American journalist, social commentator, and activist

Edmond William Tipping (1915–1970) was an Australian journalist, social commentator and activist.

==Early life and family==
"Bill" Tipping was born in Moonee Ponds, and attended St Kevin's College, Melbourne where he was school captain in 1933. He studied law at the University of Melbourne, where he was an editor of the student newspaper Farrago, before being offered a position at the Melbourne Herald by Sir Keith Murdoch in 1939. He married Marjorie McCredie in 1942, with whom he had three sons. Tipping's third son, Peter, had intellectual and physical disabilities and died at the age of 14.

==Military service==
Tipping served in the Pacific Theatre with the Australian Imperial Force and the Royal Australian Air Force from 1942–1945, including as a journalist for the service magazine Wings.

==Journalism==
Tipping returned from military service to the Herald in 1945, becoming chief of staff in 1950. He was awarded a Nieman Fellowship in journalism at Harvard University, setting the scene for him to be an Australian correspondent for Time magazine and the New York Times upon his return to Australia in 1952.

Tipping's Herald column, "In Black and White", was high-profile, and garnered him the nickname "Mr Melbourne". He was a friend and confidant of many well-known Victorians, including Zelman Cowen (later Governor General Sir Zelman), architect Robin Boyd, television producer Hector Crawford and psychiatrist Dr Eric Cunningham Dax.

As a journalist, Tipping covered several world events, including the 1956 Melbourne and 1960 Rome Olympics, the South African Sharpeville massacre of 1960 (for which he received a Walkley Award), the Chicago Riots of 1968, and the Apollo 11 Moon mission.

==Disability advocacy==
Through his journalism, Tipping was a vocal advocate for people experiencing disadvantage, in particular for people with a disability and their families. In 1953 he described the plight facing the family of an intellectually disabled boy, 'Michael', whose parents tied him to a stake in the backyard rather than send him to the government's Kew Cottages. The story helped foster public sympathy and concern for people with a disability.

With support from the Herald and Dr Cunningham Dax, then chairman of Victoria's Mental Hygiene Authority, Tipping became a vigorous campaigner for disability rights.

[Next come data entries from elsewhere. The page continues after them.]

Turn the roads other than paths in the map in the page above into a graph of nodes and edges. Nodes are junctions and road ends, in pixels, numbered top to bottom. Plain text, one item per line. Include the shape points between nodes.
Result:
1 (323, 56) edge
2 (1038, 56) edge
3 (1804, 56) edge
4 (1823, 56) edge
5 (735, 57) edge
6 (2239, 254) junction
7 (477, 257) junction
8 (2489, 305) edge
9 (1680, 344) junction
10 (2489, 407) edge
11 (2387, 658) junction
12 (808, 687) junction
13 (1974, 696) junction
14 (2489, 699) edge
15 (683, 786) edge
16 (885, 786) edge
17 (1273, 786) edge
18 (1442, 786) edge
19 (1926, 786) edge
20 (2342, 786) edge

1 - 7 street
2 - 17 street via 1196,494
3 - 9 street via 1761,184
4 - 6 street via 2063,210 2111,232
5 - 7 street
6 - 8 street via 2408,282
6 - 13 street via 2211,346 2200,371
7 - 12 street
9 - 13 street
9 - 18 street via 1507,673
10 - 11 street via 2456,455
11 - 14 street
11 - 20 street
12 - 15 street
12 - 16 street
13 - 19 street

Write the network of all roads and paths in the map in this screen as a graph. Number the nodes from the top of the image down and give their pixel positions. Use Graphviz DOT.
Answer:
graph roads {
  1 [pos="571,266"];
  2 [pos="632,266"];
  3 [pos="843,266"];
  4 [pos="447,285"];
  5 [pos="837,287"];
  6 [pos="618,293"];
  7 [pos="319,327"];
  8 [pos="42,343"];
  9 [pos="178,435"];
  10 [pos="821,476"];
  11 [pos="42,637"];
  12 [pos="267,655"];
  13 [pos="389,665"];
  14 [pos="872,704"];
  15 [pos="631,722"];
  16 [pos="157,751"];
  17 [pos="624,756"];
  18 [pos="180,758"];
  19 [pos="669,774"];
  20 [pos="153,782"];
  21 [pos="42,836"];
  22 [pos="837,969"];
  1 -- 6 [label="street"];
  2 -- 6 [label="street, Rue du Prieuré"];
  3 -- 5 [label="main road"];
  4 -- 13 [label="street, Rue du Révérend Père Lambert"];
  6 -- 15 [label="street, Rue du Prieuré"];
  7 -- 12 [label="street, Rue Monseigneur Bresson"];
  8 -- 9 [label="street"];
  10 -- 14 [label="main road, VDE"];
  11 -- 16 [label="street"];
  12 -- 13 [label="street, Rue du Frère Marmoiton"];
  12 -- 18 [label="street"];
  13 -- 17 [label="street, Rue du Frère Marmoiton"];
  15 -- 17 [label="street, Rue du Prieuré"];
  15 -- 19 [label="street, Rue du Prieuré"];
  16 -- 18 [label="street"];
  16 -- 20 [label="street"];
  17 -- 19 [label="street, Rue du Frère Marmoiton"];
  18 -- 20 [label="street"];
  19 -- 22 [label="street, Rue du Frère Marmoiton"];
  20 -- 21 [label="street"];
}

He particularly highlighted the poor conditions at Kew Cottages, and through the Herald he helped raise substantial sums for their refurbishment and development. He also helped raise awareness of the disadvantages of large institutions and the potential value of residential disability services in a community setting.

==Death and legacy==
Tipping died of cancer on 29 April 1970 in Melbourne and is buried in Burwood Cemetery. Shortly before his death a large public meeting was held in the Melbourne Town Hall in order to establish the EW Tipping Foundation to support people with a disability. The EW Tipping Foundation merged with House with No Steps in 2018, and is now known as Aruma.